Teresa of Avila lived from 1515 to 1582. She became a nun in the Carmelite order in 1535 and she wrote about her life there in her autobiography which is where the reading comes from. Teresa considered herself to be wicked even though she came from a large, Christian family with good morals. She explained in her autobiography how she began to stray away from her faith when she began to read a lot. Also, she began to care more about her outward appearance. She took her appearance into much consideration for many years and looking back, she thought she had done very wrong. She also started a friendship with a relative who taught her about immoral things and ungodly things. Her parents greatly disliked this relationship. She considered herself clever at doing what was wrong. She wrote, "As a result of my intercourse with this person, I was so changed that I lost nearly all my soul's natural disposition to virtue, so influenced was I by her and by another who was given to the same kind of amusements..." Later on she was taken to a convent so she could be educated. Being around the nuns gave Teresa a new and much holier perspective. She fought with poor health for much of her life. When she was at the convent, she experienced severe fainting fits along with fevers. Her ailments began to get worse during her first year in the nunnery. At one time, she went to a town to undergo terrible "treatments" hoping her disease would be cured. Outside of her illness, she wanted to be guided to God with the help of someone but nobody would help her. Later on, she believed it was by God's choice that no one was there to teach her. Teresa wrote, "For I believe it would have been impossible for me to persevere for the eighteen years during which I suffered this trial and these great aridities, though not being able, as I have said, to meditate." She believed that the Lord released her of her wickedness and had greatly improved her life.

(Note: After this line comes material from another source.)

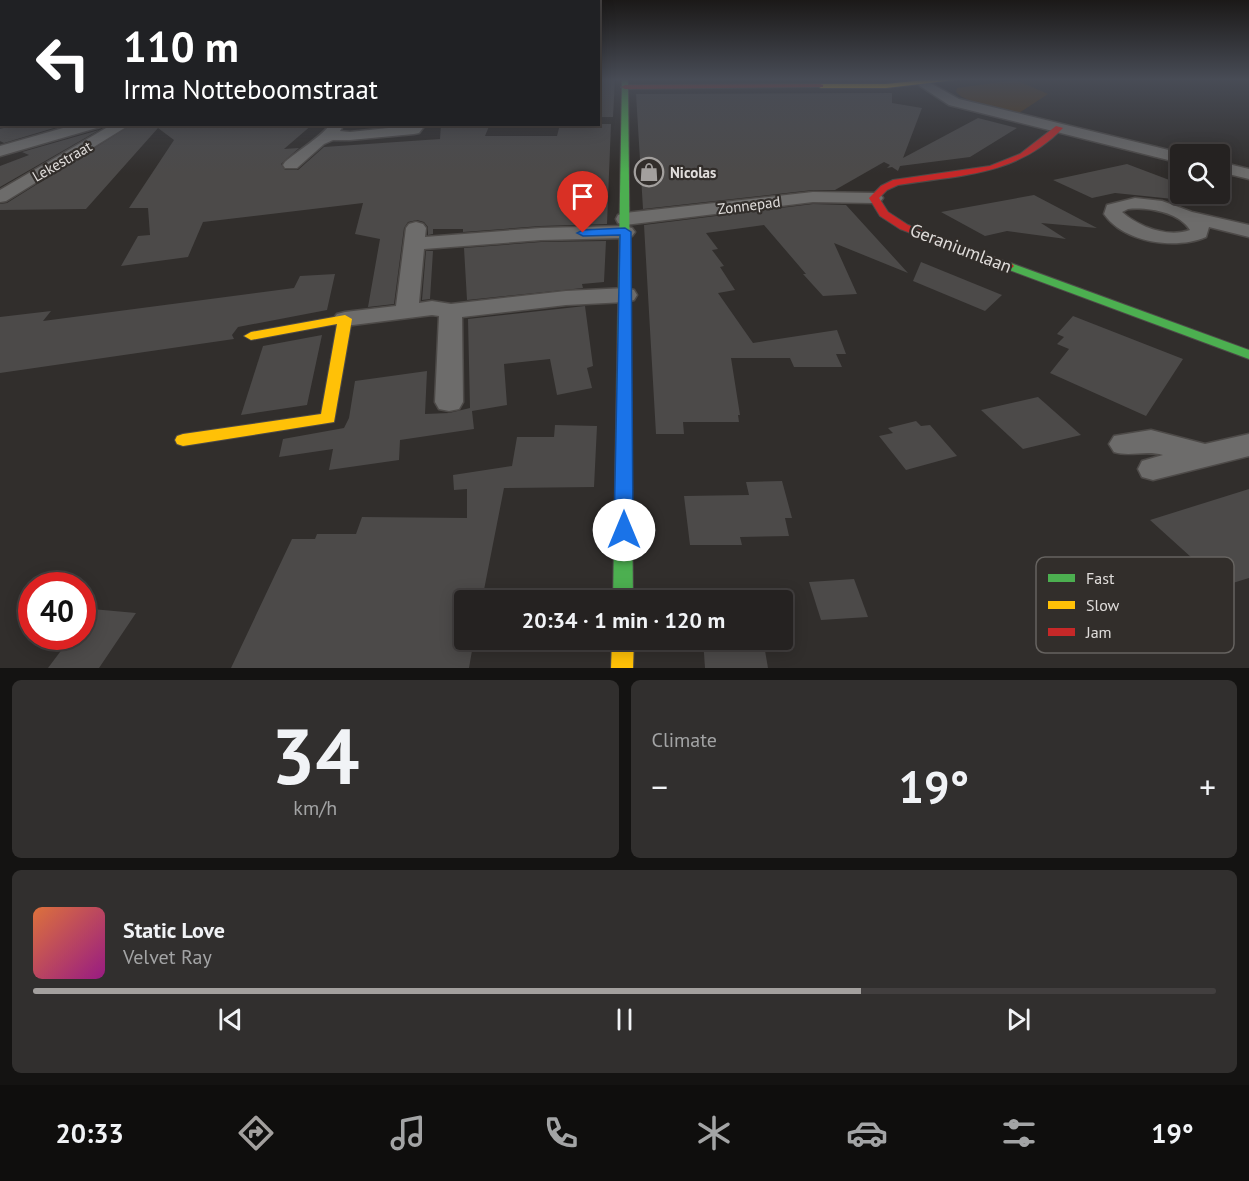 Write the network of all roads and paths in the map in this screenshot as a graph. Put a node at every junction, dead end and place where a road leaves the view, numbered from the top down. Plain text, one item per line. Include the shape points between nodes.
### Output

Her autobiography showed how her thoughts changed much about God throughout her life. Even though she came from a highly religious family, she was strayed away from religion by corrupt relatives. She looked back on her wickedness later in life and still chose to be one with God. She chose to become a nun. Also, she learned from her previous mistakes. The lessons she learned are very relatable. She found love for God and she learned that this is the greatest love of all.
I felt that this story was very relatable. Many Christians have dealt with the issue of straying away from God. There are so many bad temptations in today's world that it becomes very difficult to stay faithful. Most people deal with similar trials in their life. I can say that I have also dealt with a trial like hers. In high school, I dealt with anxiety issues and finally I was discussing the issues with a teacher and she asked my how my spiritual life was. Needless to say, I had very little spirituality in my life at the time and so I took her words to heart and began reading psalms in the bible while also listening in church more. I have learned from issues in my life just like Teresa of Avila did but she went a much holier path by becoming a nun.